- [The task]: Look below and pull out each line with the word "junction".

Collected data

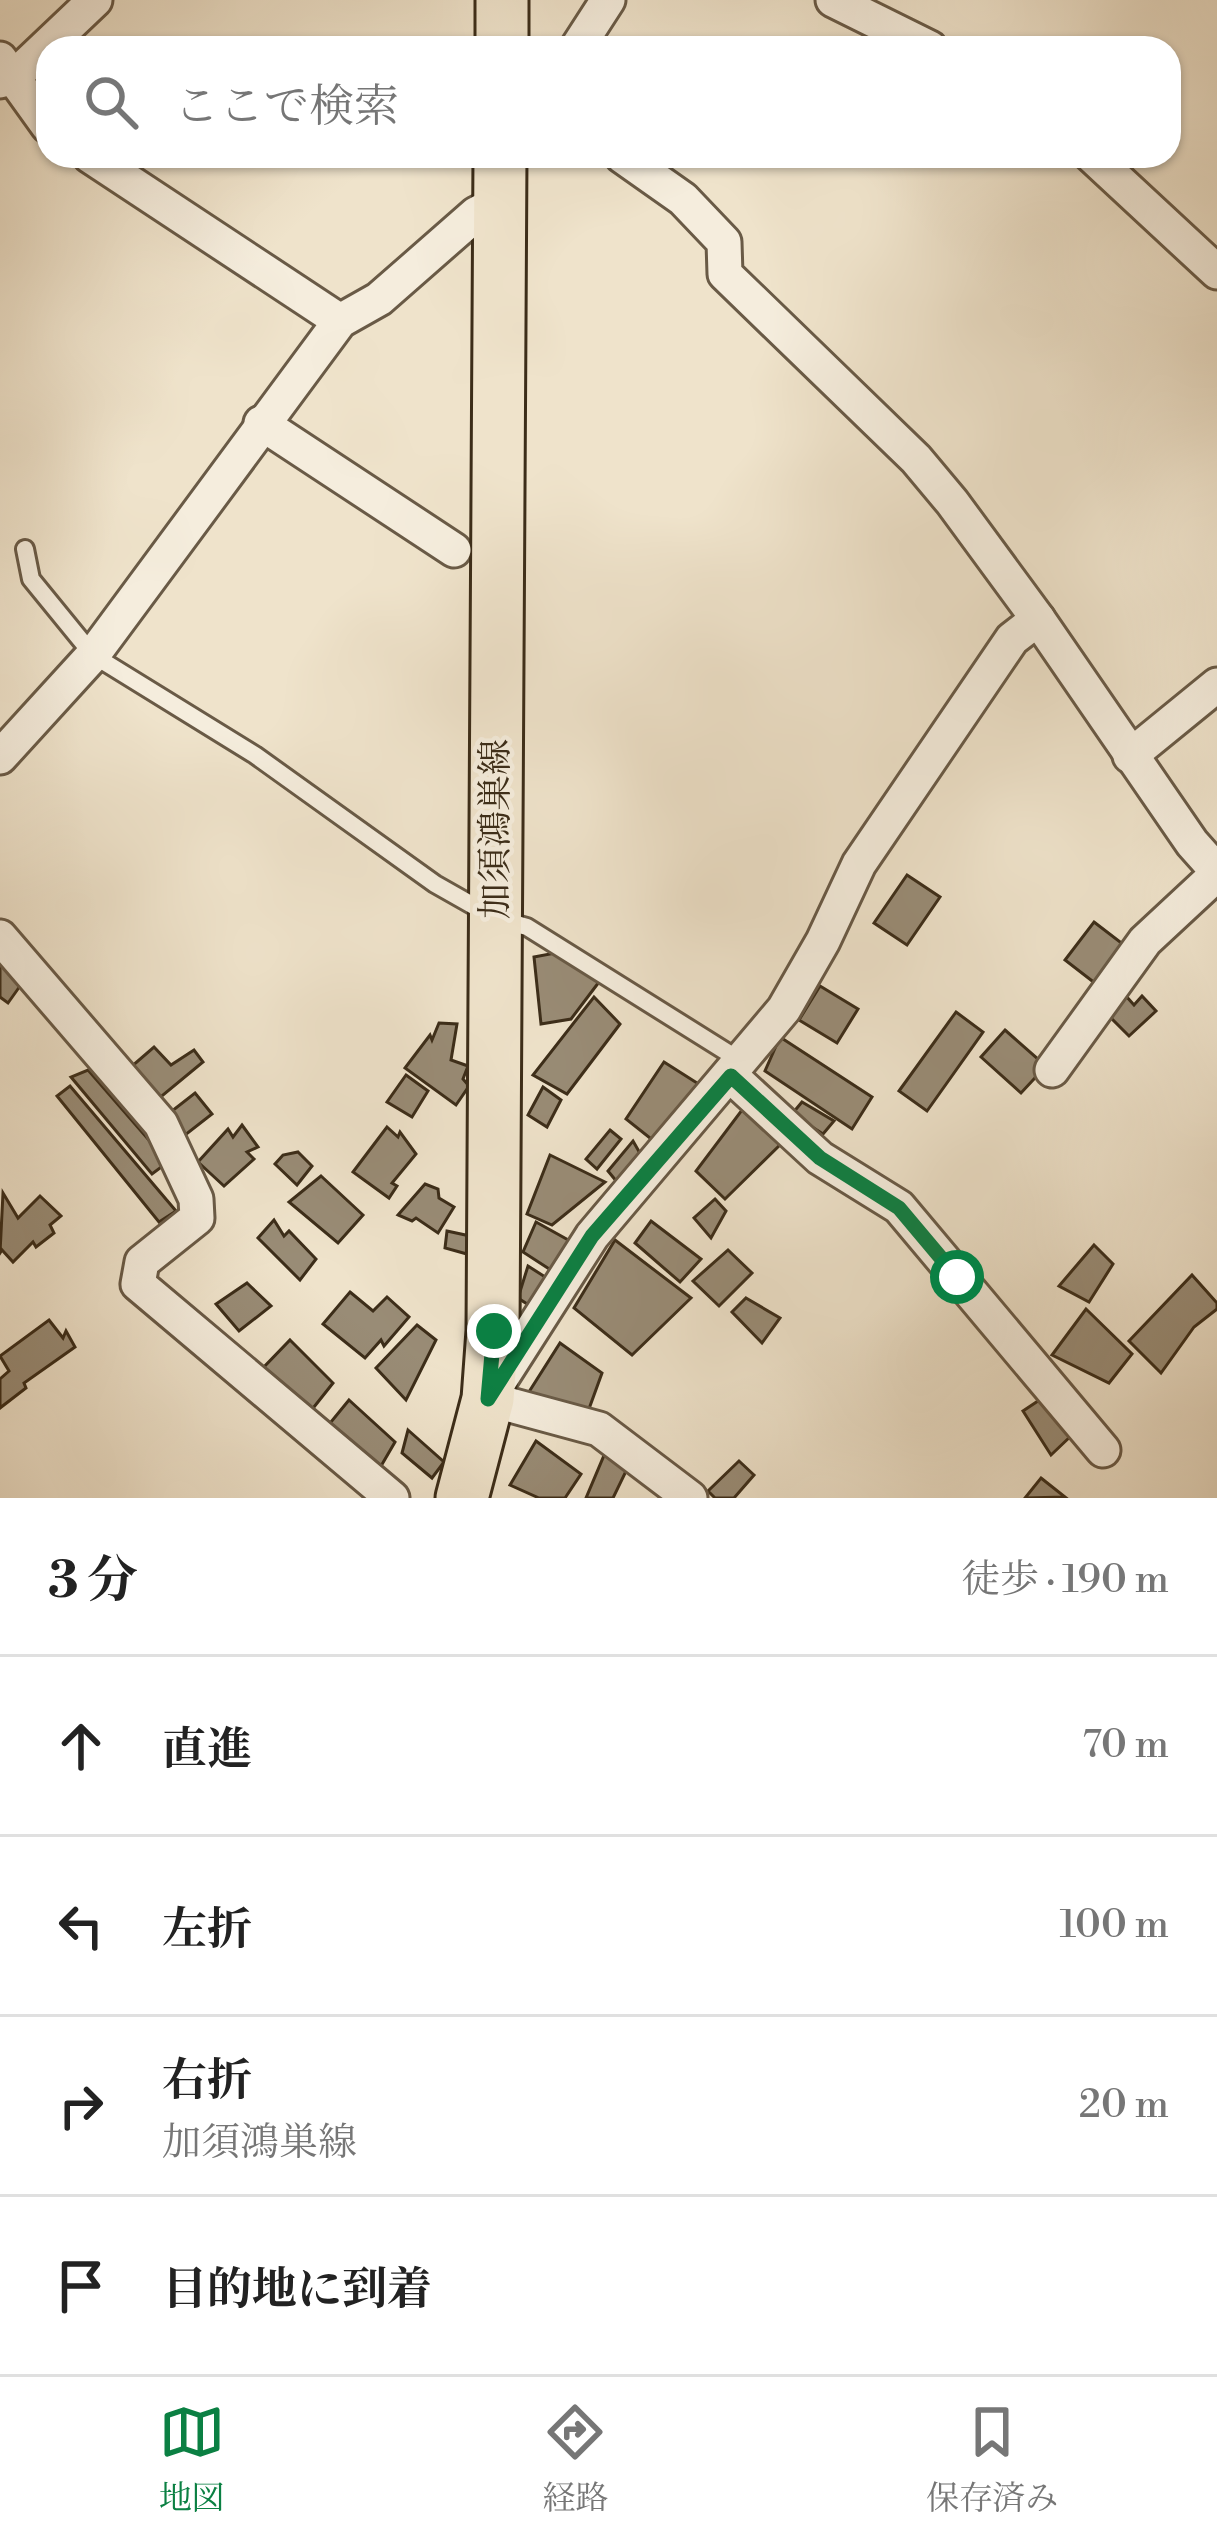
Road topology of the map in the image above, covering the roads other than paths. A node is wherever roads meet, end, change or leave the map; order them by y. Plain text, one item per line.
1 (95, 0) edge
2 (502, 0) edge
3 (608, 0) edge
4 (833, 0) edge
5 (50, 36) edge
6 (502, 36) edge
7 (585, 36) edge
8 (906, 36) edge
9 (36, 47) edge
10 (5, 72) edge
11 (36, 111) edge
12 (108, 168) edge
13 (639, 168) edge
14 (1105, 168) edge
15 (500, 179) edge
16 (1217, 272) edge
17 (340, 321) junction
18 (261, 423) junction
19 (26, 549) dead end
20 (454, 550) dead end
21 (1038, 619) junction
22 (92, 655) junction
23 (1217, 685) edge
24 (1130, 756) junction
25 (0, 757) edge
26 (1217, 873) edge
27 (495, 918) junction
28 (0, 937) edge
29 (736, 1069) junction
30 (1052, 1070) dead end
31 (488, 1399) junction
32 (1103, 1450) dead end
33 (392, 1498) edge
34 (462, 1498) edge
35 (690, 1498) edge

1 - 5 street
2 - 6 main road
3 - 7 street
4 - 8 street
9 - 10 street
10 - 11 street
12 - 17 street
13 - 21 street
14 - 16 street
15 - 17 street
15 - 27 main road, 加須鴻巣線
17 - 18 street
18 - 20 street
18 - 22 street
19 - 22 lane
21 - 24 street
21 - 29 street
22 - 25 street
22 - 27 lane
23 - 24 street
24 - 26 street
26 - 30 street
27 - 29 lane
27 - 31 main road, 加須鴻巣線
28 - 33 street
29 - 31 street
29 - 32 street
31 - 34 main road, 加須鴻巣線
31 - 35 street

- [Task output]:
17 (340, 321) junction
18 (261, 423) junction
21 (1038, 619) junction
22 (92, 655) junction
24 (1130, 756) junction
27 (495, 918) junction
29 (736, 1069) junction
31 (488, 1399) junction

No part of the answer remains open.